Macho, Macho Man

By Amy Lukac
Opinion Editor

“What’s your name?” That’s the question that starts it all.

It’s the shaking before take off, the fire approaching the sparkler or the first question before, “Can I buy you a drink?”

Going to bars in your 20s is fun, adventurous and often quite dizzy. Walking into a crowded bar on a Friday night sends you into a different dimension.

You have creepy old dudes with beat-up cowboy or bucket hats winking at you from across the bar, that one drunk girl trying to find someone (well, anyone) to bring home, the group of men yelling at the flat screen TV showing a sports game and finally, the men that have too much testosterone and pride.

Before I continue, I should add that pride is, in fact, my main subject.

I don’t particularly like labels, but to be clear, I’m gay. I’m 100 percent a lesbian.

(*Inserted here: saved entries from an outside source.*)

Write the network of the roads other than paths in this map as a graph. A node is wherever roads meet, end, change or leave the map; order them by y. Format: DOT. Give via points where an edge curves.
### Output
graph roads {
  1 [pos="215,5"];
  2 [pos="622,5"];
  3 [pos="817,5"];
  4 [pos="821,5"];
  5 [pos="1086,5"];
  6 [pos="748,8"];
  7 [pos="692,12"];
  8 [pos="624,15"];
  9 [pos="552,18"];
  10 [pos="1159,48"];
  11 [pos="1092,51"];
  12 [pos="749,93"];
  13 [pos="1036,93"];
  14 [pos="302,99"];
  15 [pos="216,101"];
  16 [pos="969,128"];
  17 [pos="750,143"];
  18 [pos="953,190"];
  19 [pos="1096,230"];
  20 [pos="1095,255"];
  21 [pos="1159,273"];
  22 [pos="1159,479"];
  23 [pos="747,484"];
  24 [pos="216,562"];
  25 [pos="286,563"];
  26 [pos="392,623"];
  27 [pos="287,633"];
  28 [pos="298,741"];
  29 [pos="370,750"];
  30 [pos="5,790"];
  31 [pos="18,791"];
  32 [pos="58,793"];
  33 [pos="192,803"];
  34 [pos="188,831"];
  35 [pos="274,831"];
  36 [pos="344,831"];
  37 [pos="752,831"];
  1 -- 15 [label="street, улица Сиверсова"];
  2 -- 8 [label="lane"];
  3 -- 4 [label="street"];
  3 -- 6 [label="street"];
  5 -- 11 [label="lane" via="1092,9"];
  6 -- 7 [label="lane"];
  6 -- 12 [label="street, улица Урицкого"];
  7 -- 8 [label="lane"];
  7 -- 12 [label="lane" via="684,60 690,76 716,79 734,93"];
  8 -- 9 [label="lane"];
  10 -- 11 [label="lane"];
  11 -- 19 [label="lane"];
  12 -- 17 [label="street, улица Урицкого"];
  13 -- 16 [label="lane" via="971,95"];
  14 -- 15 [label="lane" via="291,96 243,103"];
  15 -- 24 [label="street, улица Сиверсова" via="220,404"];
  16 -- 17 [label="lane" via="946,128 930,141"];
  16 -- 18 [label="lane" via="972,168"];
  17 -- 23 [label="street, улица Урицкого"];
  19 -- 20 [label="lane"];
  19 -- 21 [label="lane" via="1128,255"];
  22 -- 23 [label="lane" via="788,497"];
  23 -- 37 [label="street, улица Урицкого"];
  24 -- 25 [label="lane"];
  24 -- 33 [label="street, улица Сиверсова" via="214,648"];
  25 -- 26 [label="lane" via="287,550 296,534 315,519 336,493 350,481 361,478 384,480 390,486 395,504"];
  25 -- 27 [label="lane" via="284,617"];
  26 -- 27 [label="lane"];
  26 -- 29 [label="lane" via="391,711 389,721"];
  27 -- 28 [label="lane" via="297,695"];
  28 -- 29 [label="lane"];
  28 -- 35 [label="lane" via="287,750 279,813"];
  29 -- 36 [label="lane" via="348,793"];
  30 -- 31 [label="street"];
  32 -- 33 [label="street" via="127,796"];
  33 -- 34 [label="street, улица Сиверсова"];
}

The fact that I’m not straight and go to regular bars full of straight men may be baffling to readers. It certainly baffles the men that approach and ask for my name.

I usually give them the benefit of the doubt and tell them my name. As soon as I hear that next question about buying me a drink, I know what he’s trying to do (subtlety is never these men’s strong suits).

To which I usually politely say, “Sure, but just so you know, I like girls.” At this point, some guys would stay, make small talk and politely excuse themselves, but most men stay and try to turn me straight.

Which is funny as hell because, yes, it’s as ridiculous as it sounds, but it gets annoying fast.

On a Friday night at a popular bar on Main Street of Tobyhanna, Pa., I met an interesting guy.

Let’s call him John. John turned out to be a really smart guy that loved music, and had a great personality– it was like John Krasinski stepped out of the office for a quick drink.

For any straight girl, that’s a definite “I want to bring him home to my parents tomorrow” kind of win, but for me, I was like, Sweet. A cool guy friend. But then he had to go and ruin it.

After I gave him the “I like girls” talk, the first question out of his mouth was, “Oh man. What did the last guy you dated do to make you turn to girls?”

If you’re making the “Oh no he didn’t!” face, then you’re in for a treat: that’s the most popular question I get asked from these guys (surprise).

Biting back years of pent-up frustration, I explained to him that it wasn’t anyone’s fault, and that it just feels real and right when I’m with a girl as opposed to a dude.

Sounds good, right? I’ve had lots of practice talking with guys, friends, coworkers, relatives– I even sat my dog down for a nice chat.

But most of the guys who hit me up at bars don’t take my answer seriously, and John was no exception.

“Just give me one chance, and I’ll show you that I’m a good guy for you. I’ll make you dinner, and we’ll go see a movie and I’ll treat you better than any of the other dudes in your past,” he said. “You clearly have been with all of the wrong guys.”

These were just some of the many corny lines that he tried between his chugs of Bud Light. I’ll admit I wasn’t listening much.

Every time something like this happens (which is often), I end up playing the lyrics to “Macho Man” in my head instead of hearing the words coming out of the guy’s mouth. Macho, macho man, I gotta be a macho man.

The guy had perseverance, I have to give him that. Or maybe it was just desperation.

I was hoping the drunk girl bouncing from guy to guy would come over to my side of the bar so I could play cupid and hook her up with good ole’ John, but turns out, my cousin was meant to be my savior that night.

Noticing that I was getting uncomfortable and borderline pissed, she stepped in with a whole spiel, acting as if she was a teacher disciplining an annoying first grader that just did not get the concept of “no.”

I used that opportunity to go to the other side of the bar and chat up people who had more to say than, “Baby, once you go John, you’ll never go back” (What? I warned you I wasn’t listening, so I improvised a bit).

Meanwhile, I’m working on another way to phrase “I like girls. Either deal or go away.”

I came up with, “Listen, bro. Don’t bother pursing a girl that enjoys another girl’s lips. It’s not that the hipster mustache you have going on is gross, it’s just not something us lesbians are into.”

It’s a work in progress, I’ll admit.